Your answer must restate each entry below word for word, with no pictures in it.

▬▬▬▬▬▬▬▬▬▬

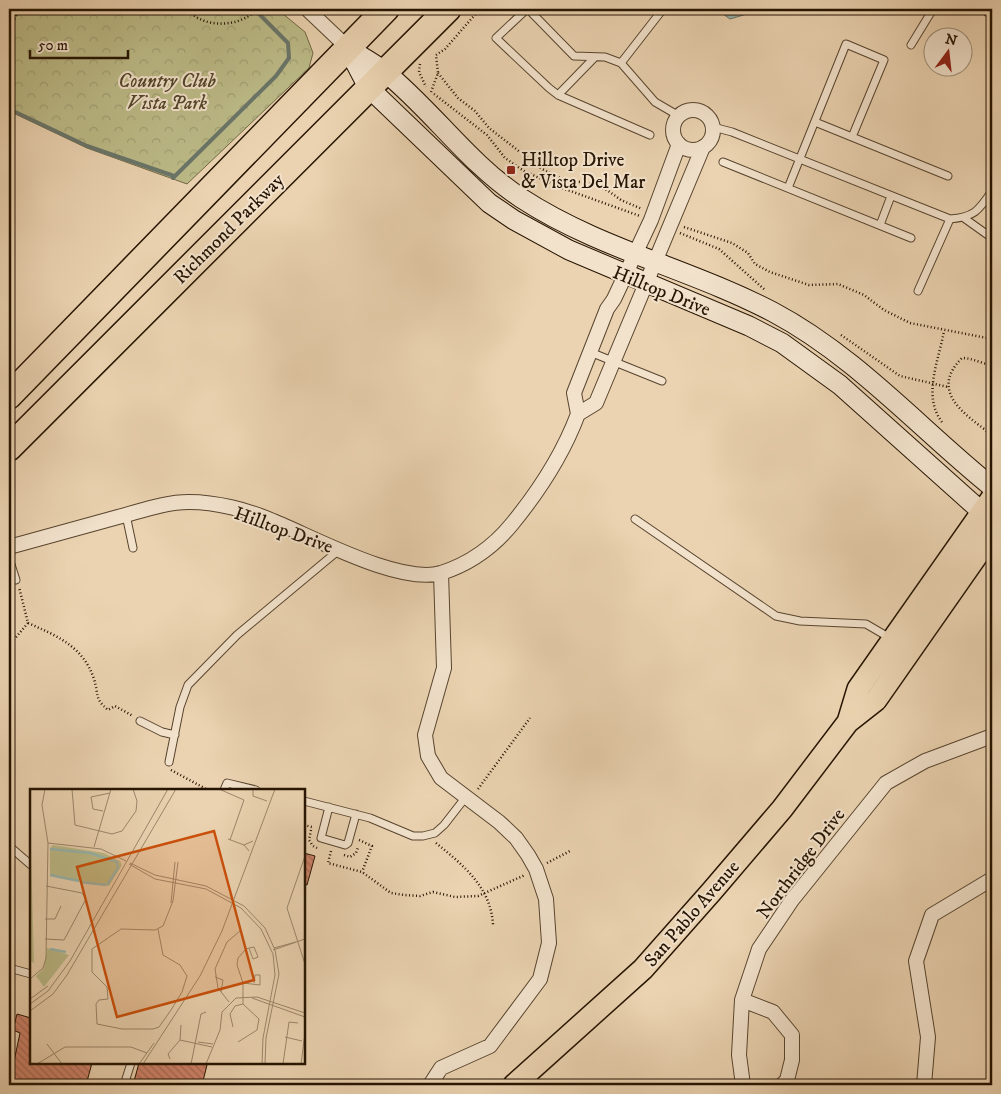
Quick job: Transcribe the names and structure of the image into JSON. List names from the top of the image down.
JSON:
{
  "streets": {
    "highway": ["Richmond Parkway"],
    "main road": ["Hilltop Drive", "San Pablo Avenue"],
    "street": ["Northridge Drive"]
  },
  "crossings": [
    ["Richmond Parkway", "Hilltop Drive"],
    ["Hilltop Drive", "San Pablo Avenue"]
  ],
  "parks": ["Country Club Vista Park"],
  "places": {
    "transit": ["Hilltop Drive & Vista Del Mar"]
  },
  "scale_bar": "50 m",
  "north": "top"
}
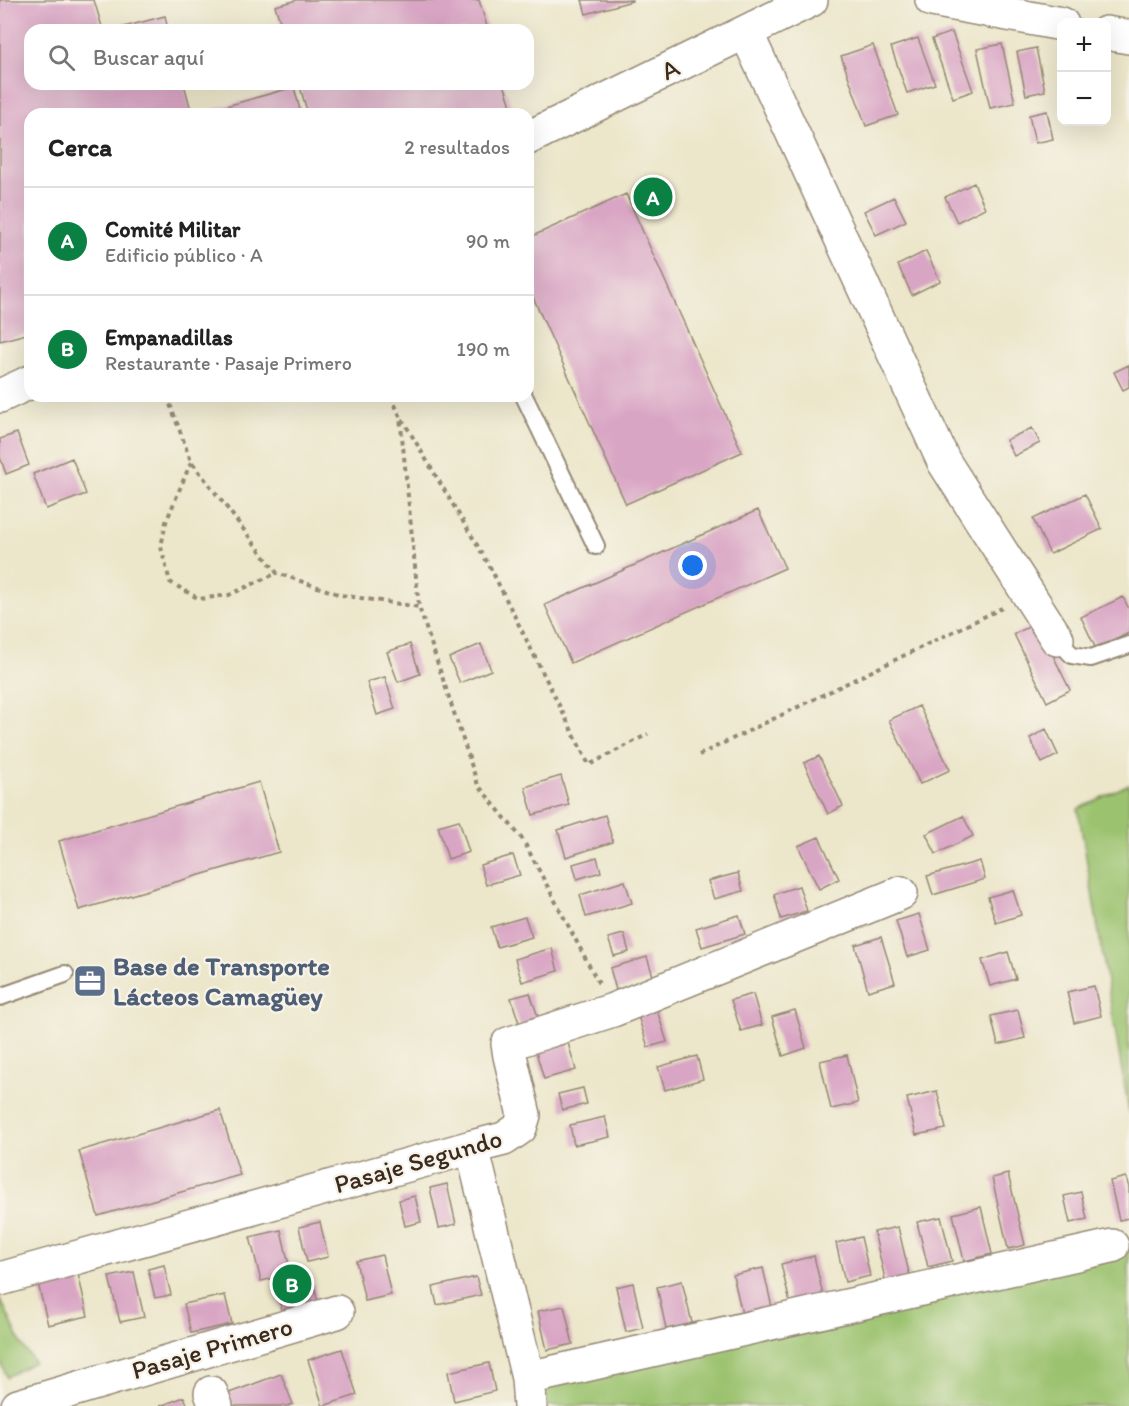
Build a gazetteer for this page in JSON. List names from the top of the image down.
{
  "streets": {
    "street": ["A", "Pasaje Segundo", "Pasaje Primero"]
  },
  "places": {
    "office": ["Base de Transporte Lácteos Camagüey"]
  },
  "page": {
    "map_buttons": ["+", "−"],
    "search": "Buscar aquí",
    "heading": ["Cerca", "2 resultados"],
    "pins": ["A", "B"],
    "list": [
      {
        "mark": "A",
        "name": "Comité Militar",
        "note": "Edificio público · A",
        "value": "90 m"
      },
      {
        "mark": "B",
        "name": "Empanadillas",
        "note": "Restaurante · Pasaje Primero",
        "value": "190 m"
      }
    ]
  }
}
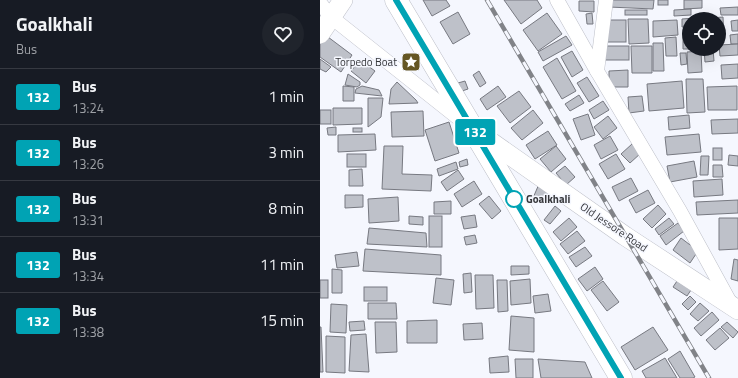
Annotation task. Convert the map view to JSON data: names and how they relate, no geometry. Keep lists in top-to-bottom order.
{
  "streets": {
    "street": ["Old Jessore Road"]
  },
  "places": {
    "place": ["Torpedo Boat"],
    "other": ["Goalkhali"]
  },
  "lines": ["bus line 132"],
  "page": {
    "heading": ["Goalkhali", "Bus"],
    "on_map": "132",
    "list": [
      {
        "mark": "132",
        "name": "Bus",
        "note": "13:24",
        "value": "1 min"
      },
      {
        "mark": "132",
        "name": "Bus",
        "note": "13:26",
        "value": "3 min"
      },
      {
        "mark": "132",
        "name": "Bus",
        "note": "13:31",
        "value": "8 min"
      },
      {
        "mark": "132",
        "name": "Bus",
        "note": "13:34",
        "value": "11 min"
      },
      {
        "mark": "132",
        "name": "Bus",
        "note": "13:38",
        "value": "15 min"
      }
    ]
  }
}
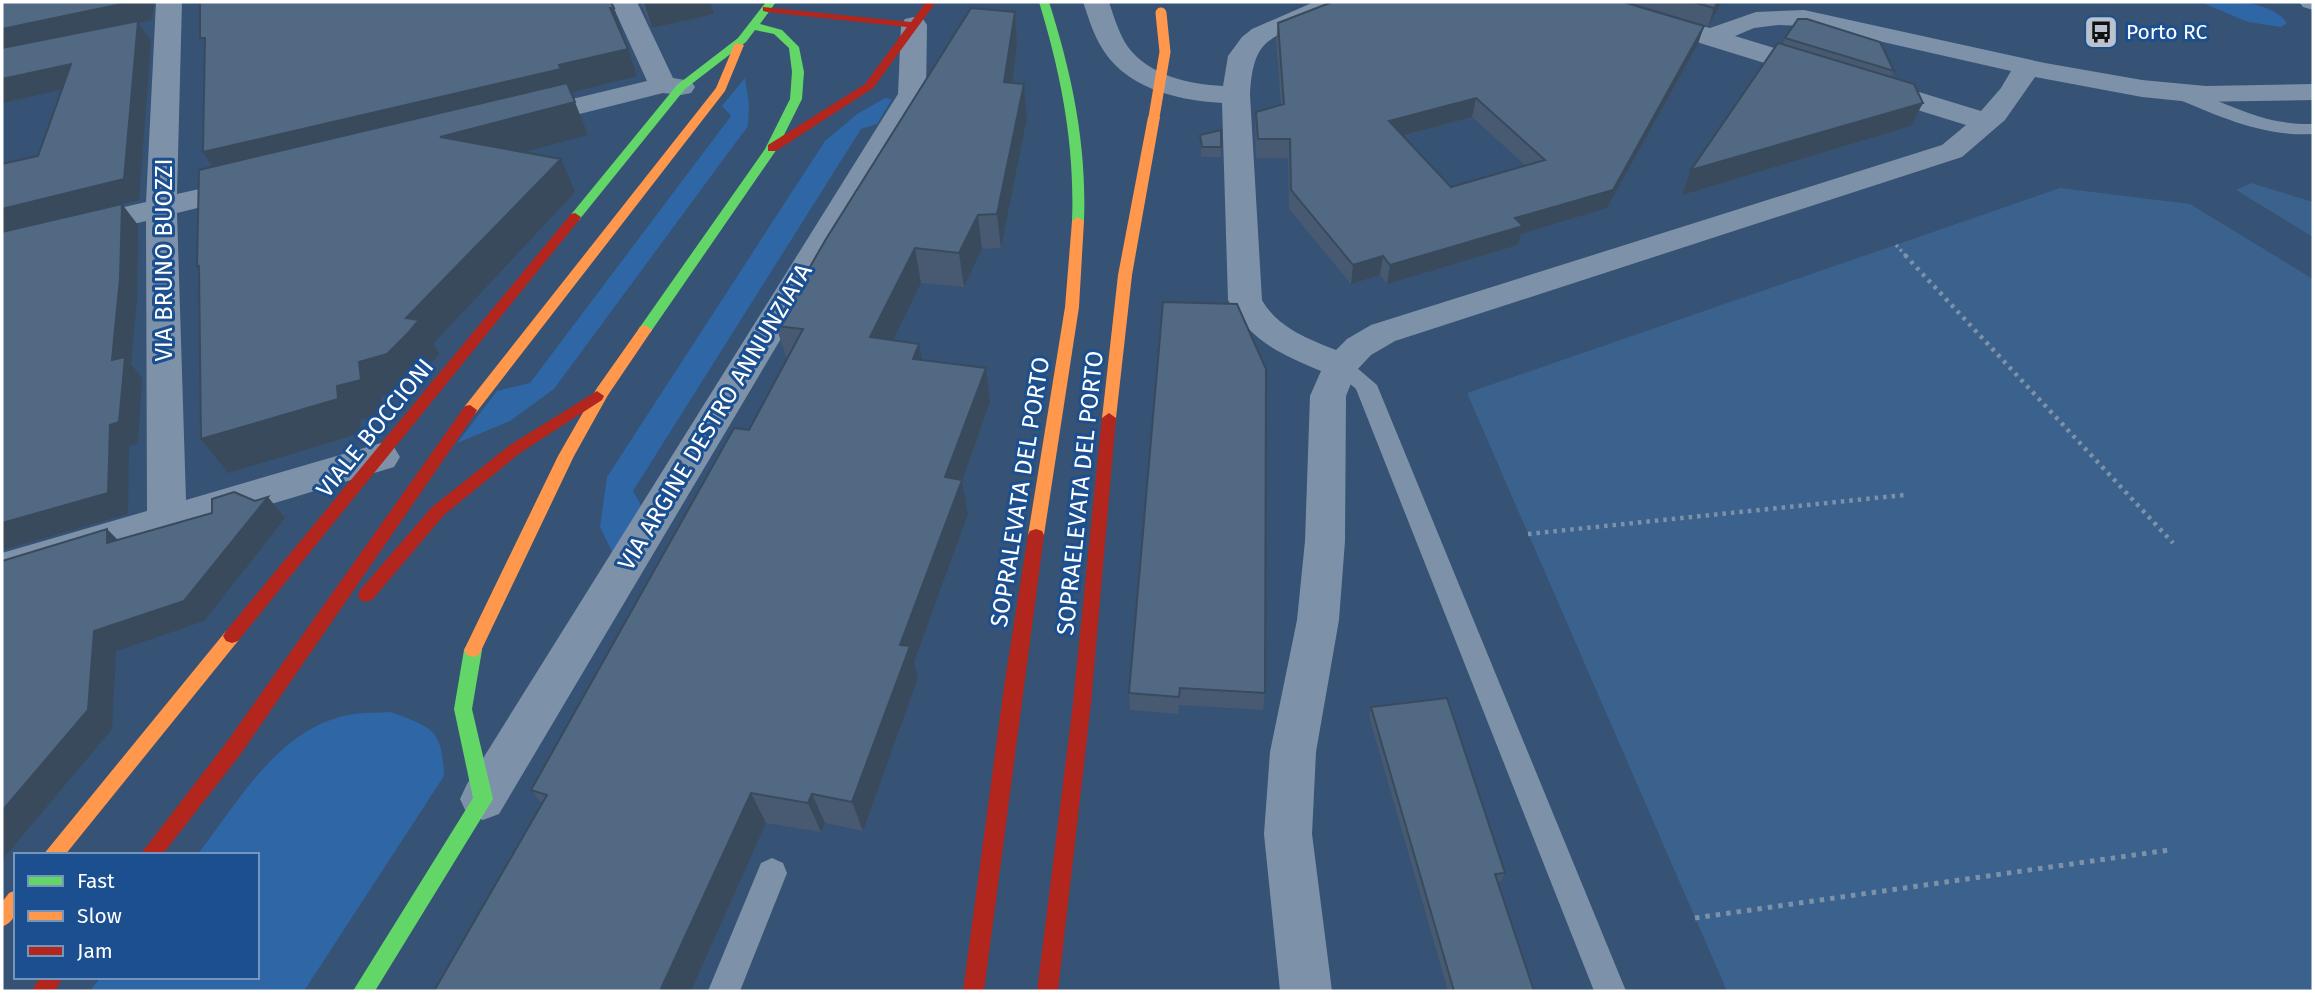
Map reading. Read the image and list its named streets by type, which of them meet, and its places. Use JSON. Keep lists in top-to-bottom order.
{
  "streets": {
    "street": [
      "VIA BRUNO BUOZZI",
      "VIA ARGINE DESTRO ANNUNZIATA",
      "VIALE BOCCIONI",
      "SOPRALEVATA DEL PORTO",
      "SOPRAELEVATA DEL PORTO"
    ]
  },
  "places": {
    "bus stop": ["Porto RC"]
  },
  "legend": ["Fast", "Slow", "Jam"]
}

▬▬▬▬▬▬▬▬▬▬

Result of the task =
Quick job: Transcribe the names and structure of the image into JSON. List names from the top of the image down.
JSON:
{
  "streets": {
    "highway": ["Richmond Parkway"],
    "main road": ["Hilltop Drive", "San Pablo Avenue"],
    "street": ["Northridge Drive"]
  },
  "crossings": [
    ["Richmond Parkway", "Hilltop Drive"],
    ["Hilltop Drive", "San Pablo Avenue"]
  ],
  "parks": ["Country Club Vista Park"],
  "places": {
    "transit": ["Hilltop Drive & Vista Del Mar"]
  },
  "scale_bar": "50 m",
  "north": "top"
}
Build a gazetteer for this page in JSON. List names from the top of the image down.
{
  "streets": {
    "street": ["A", "Pasaje Segundo", "Pasaje Primero"]
  },
  "places": {
    "office": ["Base de Transporte Lácteos Camagüey"]
  },
  "page": {
    "map_buttons": ["+", "−"],
    "search": "Buscar aquí",
    "heading": ["Cerca", "2 resultados"],
    "pins": ["A", "B"],
    "list": [
      {
        "mark": "A",
        "name": "Comité Militar",
        "note": "Edificio público · A",
        "value": "90 m"
      },
      {
        "mark": "B",
        "name": "Empanadillas",
        "note": "Restaurante · Pasaje Primero",
        "value": "190 m"
      }
    ]
  }
}
Annotation task. Convert the map view to JSON data: names and how they relate, no geometry. Keep lists in top-to-bottom order.
{
  "streets": {
    "street": ["Old Jessore Road"]
  },
  "places": {
    "place": ["Torpedo Boat"],
    "other": ["Goalkhali"]
  },
  "lines": ["bus line 132"],
  "page": {
    "heading": ["Goalkhali", "Bus"],
    "on_map": "132",
    "list": [
      {
        "mark": "132",
        "name": "Bus",
        "note": "13:24",
        "value": "1 min"
      },
      {
        "mark": "132",
        "name": "Bus",
        "note": "13:26",
        "value": "3 min"
      },
      {
        "mark": "132",
        "name": "Bus",
        "note": "13:31",
        "value": "8 min"
      },
      {
        "mark": "132",
        "name": "Bus",
        "note": "13:34",
        "value": "11 min"
      },
      {
        "mark": "132",
        "name": "Bus",
        "note": "13:38",
        "value": "15 min"
      }
    ]
  }
}
Map reading. Read the image and list its named streets by type, which of them meet, and its places. Use JSON. Keep lists in top-to-bottom order.
{
  "streets": {
    "street": [
      "VIA BRUNO BUOZZI",
      "VIA ARGINE DESTRO ANNUNZIATA",
      "VIALE BOCCIONI",
      "SOPRALEVATA DEL PORTO",
      "SOPRAELEVATA DEL PORTO"
    ]
  },
  "places": {
    "bus stop": ["Porto RC"]
  },
  "legend": ["Fast", "Slow", "Jam"]
}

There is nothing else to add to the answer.